John Norris Remembers - Fenland Drainage
BURWELL DRAINAGE SYSTEM involved a tunnel under Wicken Lode to take their water to a wheel on the other side of Reach Lode, the north side. This building is now a house, but the outline of a pumping station remains. The Burwell main drain was diverted into a tunnel under Reach lode nearer the highland, and the water pumped out by the Swaffham engines. There is a tale about that tunnel which I may recall when I have the energy !
As the fens were drained, the spring winds dried out the land to such an extent that the top surface would blow away, and the dust clouds were quite a feature of the nineteen sixties. To counteract this clay was dug from the subsoil, and spread over the peat to anchor it down, and to provide some minerals, sadly lacking in the raw peat. Shortly after the war this need for minerals was realised, and was achieved by a dragline, (there were no hydraulic diggers then), digging a trench down to the clay, and spreading the bucket loads either side of the trench as far as it would reach. After ten feet or so this trench would be filled with top soil, the offending peat, and the process repeated, so that in time a thin layer of clay could be mixed in. Later on in the eighties, a powerful tractor would pull a two foot wide sloping blade through the ground, so that a continuous ribbon of clay came to the surface, and brought up much more clay.
These lumps of clay were very difficult to incorporate unless we could wait for a frost to break them down, but even then it was a rough ride the first time over. We had just purchased a crawler tractor which made the job easier. These young folk who think this fen is only good for badgers and newts, have no idea of the trouble we took to reclaim this land for food production, and the vast amount of money spent in doing so. It seems to me to so wasteful to reduce this very fertile land to the level of an unkempt area for naturalists. Even Wicken Fen is false in that the water level is constant, far from the circumstances that created it, but it is a wild place creating a special character of it's own, and very popular for a day out.
During the past thirty tears, the rainfall has declined, and abstraction from the chalk by the water companies have both helped to reduce the water coming from springs. In the sixties the spring water was quite a problem, and in spite of careful routing of the drains, much of it had to be pumped. The massive spring at the end of the grass drove leading to the old station, has dried down to a trickle, and the one in the wood near Swaffham Prior House has stopped altogether. Another example of the dearth of water is the well at Cadenham Farm. This used to have a rest level of some twenty feet below ground level, today it is bone dry eighty feet down, the full depth of the well.

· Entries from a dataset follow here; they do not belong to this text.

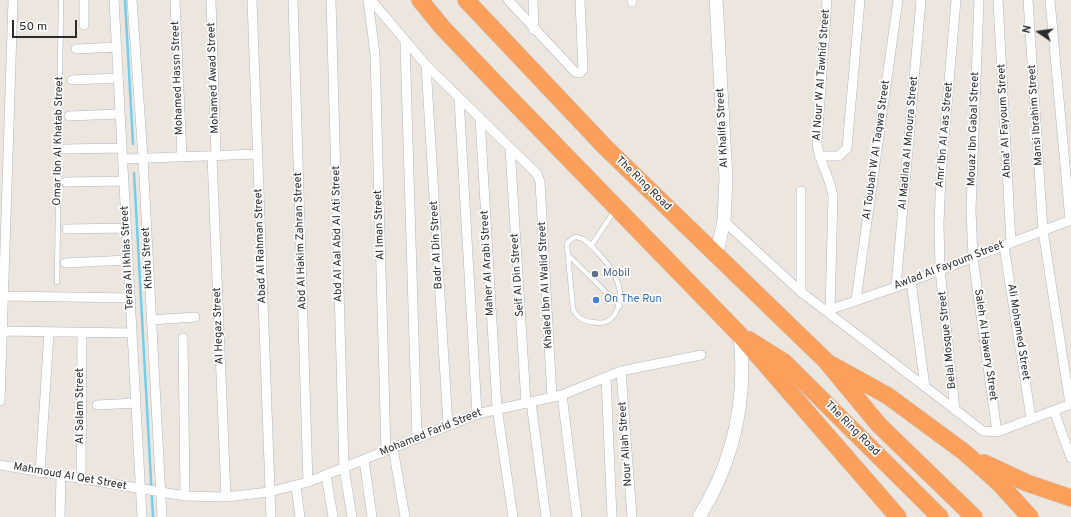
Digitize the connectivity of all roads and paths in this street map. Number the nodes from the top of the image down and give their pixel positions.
1 (13, 0) edge
2 (61, 0) edge
3 (84, 0) edge
4 (114, 0) edge
5 (132, 0) edge
6 (175, 0) edge
7 (212, 0) edge
8 (252, 0) edge
9 (293, 0) edge
10 (332, 0) edge
11 (368, 0) edge
12 (371, 0) edge
13 (420, 0) edge
14 (466, 0) edge
15 (533, 0) edge
16 (580, 0) edge
17 (716, 0) edge
18 (827, 0) edge
19 (860, 0) edge
20 (898, 0) edge
21 (921, 0) edge
22 (956, 0) edge
23 (979, 0) edge
24 (998, 0) edge
25 (1028, 0) edge
26 (1050, 0) edge
27 (509, 1) edge
28 (84, 25) dead end
29 (534, 30) junction
30 (405, 42) junction
31 (116, 47) junction
32 (76, 49) dead end
33 (426, 65) junction
34 (118, 78) junction
35 (72, 80) dead end
36 (460, 98) junction
37 (120, 114) junction
38 (68, 116) dead end
39 (480, 118) junction
40 (122, 148) junction
41 (510, 148) junction
42 (64, 149) dead end
43 (258, 154) junction
44 (214, 155) junction
45 (819, 156) junction
46 (182, 157) junction
47 (143, 158) junction
48 (123, 159) junction
49 (124, 181) junction
50 (66, 182) dead end
51 (801, 191) dead end
52 (616, 209) junction
53 (1070, 220) edge
54 (724, 221) junction
55 (127, 228) junction
56 (67, 229) dead end
57 (1043, 231) junction
58 (1008, 244) junction
59 (591, 246) junction
60 (568, 255) junction
61 (716, 256) junction
62 (973, 258) junction
63 (128, 260) junction
64 (66, 263) dead end
65 (940, 270) junction
66 (911, 281) junction
67 (56, 282) dead end
68 (896, 287) junction
69 (801, 292) junction
70 (4, 296) junction
71 (131, 298) junction
72 (856, 300) junction
73 (620, 306) junction
74 (828, 310) junction
75 (195, 318) dead end
76 (151, 320) junction
77 (2, 331) junction
78 (49, 332) junction
79 (82, 332) junction
80 (132, 334) junction
81 (740, 335) junction
82 (183, 338) dead end
83 (701, 355) dead end
84 (826, 361) junction
85 (621, 371) junction
86 (606, 377) junction
87 (925, 387) junction
88 (562, 395) junction
89 (552, 397) junction
90 (0, 401) edge
91 (528, 402) junction
92 (136, 403) junction
93 (1071, 404) edge
94 (97, 405) dead end
95 (497, 408) junction
96 (955, 410) junction
97 (1054, 411) junction
98 (476, 414) junction
99 (1031, 418) junction
100 (448, 426) junction
101 (997, 432) junction
102 (418, 438) junction
103 (390, 449) junction
104 (964, 452) junction
105 (1071, 458) edge
106 (364, 460) junction
107 (0, 465) edge
108 (344, 468) junction
109 (40, 473) junction
110 (326, 475) junction
111 (61, 476) junction
112 (81, 480) junction
113 (308, 482) junction
114 (296, 486) junction
115 (140, 489) junction
116 (160, 492) junction
117 (269, 492) junction
118 (185, 496) junction
119 (226, 497) junction
120 (1071, 498) edge
121 (60, 517) edge
122 (142, 517) edge
123 (162, 517) edge
124 (271, 517) edge
125 (300, 517) edge
126 (332, 517) edge
127 (352, 517) edge
128 (372, 517) edge
129 (405, 517) edge
130 (513, 517) edge
131 (546, 517) edge
132 (577, 517) edge
133 (612, 517) edge
134 (632, 517) edge
135 (699, 517) edge
136 (898, 517) edge
137 (940, 517) edge
138 (974, 517) edge
139 (1030, 517) edge

1 - 70 street
2 - 67 lane, Omar Ibn Al Khatab Street
3 - 28 street
4 - 31 street, Teraa Al Ikhlas Street
5 - 47 street, Khufu Street
6 - 46 street, Mohamed Hassn Street
7 - 44 street, Mohamed Awad Street
8 - 43 street, Abad Al Rahman Street
9 - 113 street, Abd Al Hakim Zahran Street
10 - 108 street, Abd Al Aal Abd Al Ati Street
11 - 103 street, Al Iman Street
12 - 30 street
13 - 52 highway, The Ring Road
14 - 61 highway, The Ring Road
15 - 29 street
16 - 29 street
17 - 54 main road, Al Khalifa Street
18 - 45 street, Al Nour W Al Tawhid Street
19 - 45 street
20 - 72 street, Al Toubah W Al Taqwa Street
21 - 68 street, Al Madina Al Mnoura Street
22 - 65 street, Amr Ibn Al Aas Street
23 - 62 street, Mouaz Ibn Gabal Street
24 - 58 street, Abna' Al Fayoum Street
25 - 57 street, Mansi Ibrahim Street
26 - 53 street
27 - 29 street
30 - 33 street
30 - 102 street
31 - 32 street
31 - 34 street, Teraa Al Ikhlas Street
33 - 36 street
33 - 100 street, Badr Al Din Street
34 - 35 street
34 - 37 street, Teraa Al Ikhlas Street
36 - 39 street
36 - 98 street
37 - 38 street
37 - 40 street, Teraa Al Ikhlas Street
39 - 41 street
39 - 95 street, Maher Al Arabi Street
40 - 42 street
40 - 48 street, Teraa Al Ikhlas Street
41 - 89 street, Khaled Ibn Al Walid Street
41 - 91 street, Seif Al Din Street
43 - 44 street
43 - 117 street, Abad Al Rahman Street
44 - 46 street
44 - 119 street, Al Hegaz Street
45 - 74 street, Al Nour W Al Tawhid Street
46 - 47 street
47 - 48 street
47 - 76 street, Khufu Street
48 - 49 street, Teraa Al Ikhlas Street
49 - 50 street
49 - 55 street, Teraa Al Ikhlas Street
51 - 69 street
52 - 59 lane
52 - 81 highway, The Ring Road
53 - 57 street, Awlad Al Fayoum Street
54 - 61 main road, Al Khalifa Street
54 - 69 street
55 - 56 street
55 - 63 street, Teraa Al Ikhlas Street
57 - 58 street, Awlad Al Fayoum Street
57 - 93 street, Mansi Ibrahim Street
58 - 62 street, Awlad Al Fayoum Street
58 - 99 street, Ali Mohamed Street
59 - 60 lane
59 - 73 lane
60 - 73 lane
60 - 73 lane
61 - 84 highway, The Ring Road
62 - 65 street, Awlad Al Fayoum Street
62 - 101 street, Saleh Al Hawary Street
63 - 64 street
63 - 71 street, Teraa Al Ikhlas Street
65 - 66 street, Awlad Al Fayoum Street
65 - 96 street, Belal Mosque Street
66 - 68 street, Awlad Al Fayoum Street
66 - 87 street
68 - 72 street, Awlad Al Fayoum Street
69 - 74 street
70 - 71 street
70 - 77 street
71 - 80 street, Teraa Al Ikhlas Street
72 - 74 street, Awlad Al Fayoum Street
74 - 87 street
75 - 76 street
76 - 116 street, Khufu Street
77 - 78 street
77 - 90 street
78 - 79 street
78 - 109 street
79 - 80 street
79 - 112 street, Al Salam Street
80 - 92 street, Teraa Al Ikhlas Street
81 - 135 main road
81 - 136 highway, The Ring Road
81 - 137 highway, The Ring Road
82 - 118 street
83 - 85 street, Mohamed Farid Street
84 - 104 highway, The Ring Road
84 - 138 highway, The Ring Road
85 - 86 street, Mohamed Farid Street
85 - 134 street, Nour Allah Street
86 - 88 street, Mohamed Farid Street
86 - 133 street
87 - 96 street
88 - 89 street, Mohamed Farid Street
88 - 132 street
89 - 91 street, Mohamed Farid Street
91 - 95 street, Mohamed Farid Street
91 - 131 street, Seif Al Din Street
92 - 94 street
92 - 115 street, Teraa Al Ikhlas Street
93 - 97 street
95 - 98 street, Mohamed Farid Street
95 - 130 street, Maher Al Arabi Street
96 - 101 street
97 - 99 street
97 - 105 street
98 - 100 street, Mohamed Farid Street
99 - 101 street
100 - 102 street, Mohamed Farid Street
102 - 103 street, Mohamed Farid Street
103 - 106 street, Mohamed Farid Street
103 - 129 street, Al Iman Street
104 - 120 highway
104 - 139 highway, The Ring Road
106 - 108 street, Mohamed Farid Street
106 - 128 street
107 - 109 street, Mahmoud Al Qet Street
108 - 110 street, Mohamed Farid Street
108 - 127 street, Abd Al Aal Abd Al Ati Street
109 - 111 street, Mahmoud Al Qet Street
110 - 113 street, Mohamed Farid Street
110 - 126 street
111 - 112 street, Mahmoud Al Qet Street
111 - 121 street
112 - 115 street, Mahmoud Al Qet Street
113 - 114 street, Mohamed Farid Street
114 - 117 street, Mohamed Farid Street
114 - 125 street
115 - 116 street, Mahmoud Al Qet Street
115 - 122 street, Teraa Al Ikhlas Street
116 - 118 street, Mohamed Farid Street
116 - 123 street, Khufu Street
117 - 119 street, Mohamed Farid Street
117 - 124 street, Abad Al Rahman Street
118 - 119 street, Mohamed Farid Street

To make up for this short fall of water, and consequently the poor flow resulting, potable drinking water is flushed now and again down the water gardens of Swaffham Prior House, to help dilute the effluent from the sewage works, and help prevent pollution of Reach Lode. All very difficult in these times of washing machines, showers in every bedroom, and a general disregard for water conservation.
As a postscript to this, I mentioned the difficulties with authority of construction a tunnel under Reach Lode, or more correctly improving and repairing the old brick one. The River Authority, or the Navingation Section of it demanded that traffic down the load should not be interrupted during the work. Demonstrations by boat owners were held most weekends that summer to reinforce the point. So the engineers developed a scheme to bore the tunnel under the Lode. A large pit was dug near the river and a series of jacks was used to push the concrete pipes along. Men then crawled into the tube and dug out the soil, or clay mixture. Later a rail track was used as the distances grew greater to carry a tub on wheels.
All went well until they were half-way across when leaks started to appear, small at first then quite serious, so that digging had to stop. What do we do now, was the question of the day. The answer was clear right from the start , this boring idea to placate a few holiday boaters, and the Authority, was impracticable, and had to stop.
To cut a long story short, the Lode was dammed up both sides of the working, the water pumped out, and the pipe laid by hydraulic cranes. The work only took two weeks to complete, whereas the tunnelling exercise had been going on for over a month. There is a similar waste of time caused by Authority in the events of letting the new railway of 1884 pass over Bulbeck Lode. Here the Authority insisted that the trck was high enough over the water to allow barges to travel to the mill and other outlets. This was done at great expense, but the first train ensured the demise of river traffic for ever. On the close of the track in 1968 this bank was removed, and now forms the subsoil of the houses built on the site of Tillotsons factory
This short history of the Fen Drainage, and other matters, is only part of my idea to write down what I remember of these past fifty years living here. Very little seems to have been recorded, so if you have any memories of public affairs, then please write them down (or get in touch with the Crier and we'll send our Reporter to write them down - Eds) Even Parish Council, or Church Records have very little personal interest recorded, especially of comments made at the time by those involved.